Collected data entries:
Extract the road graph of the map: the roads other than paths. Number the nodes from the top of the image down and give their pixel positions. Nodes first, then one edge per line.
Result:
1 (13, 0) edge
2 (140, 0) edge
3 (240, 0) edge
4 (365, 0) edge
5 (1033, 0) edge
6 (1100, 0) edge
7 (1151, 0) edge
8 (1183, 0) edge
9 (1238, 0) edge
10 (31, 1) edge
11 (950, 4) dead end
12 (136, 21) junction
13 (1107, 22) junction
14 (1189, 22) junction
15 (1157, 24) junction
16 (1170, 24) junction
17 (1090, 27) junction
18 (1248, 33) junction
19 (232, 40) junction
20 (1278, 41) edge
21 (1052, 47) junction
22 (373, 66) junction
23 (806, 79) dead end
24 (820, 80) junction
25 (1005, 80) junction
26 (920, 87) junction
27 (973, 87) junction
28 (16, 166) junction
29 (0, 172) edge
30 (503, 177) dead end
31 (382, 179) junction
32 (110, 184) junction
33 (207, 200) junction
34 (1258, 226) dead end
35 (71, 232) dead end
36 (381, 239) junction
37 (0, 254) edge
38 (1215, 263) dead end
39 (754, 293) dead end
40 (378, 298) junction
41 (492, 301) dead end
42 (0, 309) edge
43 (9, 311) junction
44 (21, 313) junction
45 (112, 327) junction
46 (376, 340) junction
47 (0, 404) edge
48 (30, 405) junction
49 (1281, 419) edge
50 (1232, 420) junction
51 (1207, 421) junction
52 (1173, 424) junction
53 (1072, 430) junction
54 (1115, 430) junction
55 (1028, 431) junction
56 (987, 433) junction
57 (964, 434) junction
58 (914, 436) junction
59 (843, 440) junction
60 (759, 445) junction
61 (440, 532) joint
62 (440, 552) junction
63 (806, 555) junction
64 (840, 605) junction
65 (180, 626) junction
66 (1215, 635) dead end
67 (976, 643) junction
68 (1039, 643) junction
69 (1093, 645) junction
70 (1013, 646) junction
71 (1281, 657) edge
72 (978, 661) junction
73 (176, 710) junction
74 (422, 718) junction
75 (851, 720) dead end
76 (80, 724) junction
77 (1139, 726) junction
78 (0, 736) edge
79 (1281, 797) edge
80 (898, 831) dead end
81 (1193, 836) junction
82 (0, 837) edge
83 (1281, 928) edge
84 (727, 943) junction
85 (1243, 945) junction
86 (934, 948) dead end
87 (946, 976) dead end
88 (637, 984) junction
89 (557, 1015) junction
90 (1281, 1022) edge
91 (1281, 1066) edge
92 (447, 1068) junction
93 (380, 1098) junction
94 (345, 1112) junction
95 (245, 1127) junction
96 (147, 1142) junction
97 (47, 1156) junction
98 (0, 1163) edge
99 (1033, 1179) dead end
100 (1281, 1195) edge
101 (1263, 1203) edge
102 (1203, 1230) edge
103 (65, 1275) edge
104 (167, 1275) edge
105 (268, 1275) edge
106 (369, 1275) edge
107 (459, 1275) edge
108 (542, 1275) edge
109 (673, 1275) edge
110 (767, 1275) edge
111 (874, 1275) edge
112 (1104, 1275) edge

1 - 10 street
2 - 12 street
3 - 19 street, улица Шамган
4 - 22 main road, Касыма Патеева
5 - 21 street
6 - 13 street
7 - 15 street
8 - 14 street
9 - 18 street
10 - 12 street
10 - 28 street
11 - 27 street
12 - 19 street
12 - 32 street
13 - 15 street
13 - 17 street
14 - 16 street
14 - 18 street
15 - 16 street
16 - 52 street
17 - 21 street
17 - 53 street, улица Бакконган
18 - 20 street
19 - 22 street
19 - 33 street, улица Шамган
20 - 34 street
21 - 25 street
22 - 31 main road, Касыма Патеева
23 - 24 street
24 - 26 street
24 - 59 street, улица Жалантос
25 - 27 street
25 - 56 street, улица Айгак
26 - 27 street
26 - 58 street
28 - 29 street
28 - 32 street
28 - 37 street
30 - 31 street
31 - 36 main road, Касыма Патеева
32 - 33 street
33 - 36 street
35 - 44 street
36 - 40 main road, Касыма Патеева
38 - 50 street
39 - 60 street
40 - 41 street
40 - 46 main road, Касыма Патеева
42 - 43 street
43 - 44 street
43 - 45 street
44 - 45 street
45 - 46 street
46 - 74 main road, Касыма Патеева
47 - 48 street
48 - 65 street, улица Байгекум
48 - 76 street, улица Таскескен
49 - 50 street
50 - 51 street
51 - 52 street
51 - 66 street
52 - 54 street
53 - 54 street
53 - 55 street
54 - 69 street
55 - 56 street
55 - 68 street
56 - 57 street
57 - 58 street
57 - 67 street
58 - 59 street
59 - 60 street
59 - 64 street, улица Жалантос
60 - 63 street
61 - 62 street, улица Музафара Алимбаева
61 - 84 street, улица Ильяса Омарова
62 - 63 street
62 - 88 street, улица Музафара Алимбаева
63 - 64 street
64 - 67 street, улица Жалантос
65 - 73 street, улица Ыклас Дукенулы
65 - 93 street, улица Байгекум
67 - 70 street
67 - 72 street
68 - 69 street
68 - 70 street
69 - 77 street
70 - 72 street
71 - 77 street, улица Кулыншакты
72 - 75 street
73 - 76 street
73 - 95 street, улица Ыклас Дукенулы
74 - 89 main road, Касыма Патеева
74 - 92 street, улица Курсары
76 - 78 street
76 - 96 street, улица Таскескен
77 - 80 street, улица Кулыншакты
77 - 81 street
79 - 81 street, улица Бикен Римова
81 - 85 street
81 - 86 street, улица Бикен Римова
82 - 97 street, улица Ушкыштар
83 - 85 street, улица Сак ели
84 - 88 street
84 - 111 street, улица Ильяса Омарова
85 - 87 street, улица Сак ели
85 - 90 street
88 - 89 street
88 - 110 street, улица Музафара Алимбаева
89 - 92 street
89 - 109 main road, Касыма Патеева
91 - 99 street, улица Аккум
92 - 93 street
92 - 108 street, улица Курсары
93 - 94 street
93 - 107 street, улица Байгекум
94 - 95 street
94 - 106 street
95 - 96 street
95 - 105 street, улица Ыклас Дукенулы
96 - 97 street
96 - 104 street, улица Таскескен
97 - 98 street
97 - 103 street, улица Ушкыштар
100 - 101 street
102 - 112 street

YOUR TASK: Find the word "Римова" in the data and copy out each line where it turns up.

OUTPUT OF THE TASK:
79 - 81 street, улица Бикен Римова
81 - 86 street, улица Бикен Римова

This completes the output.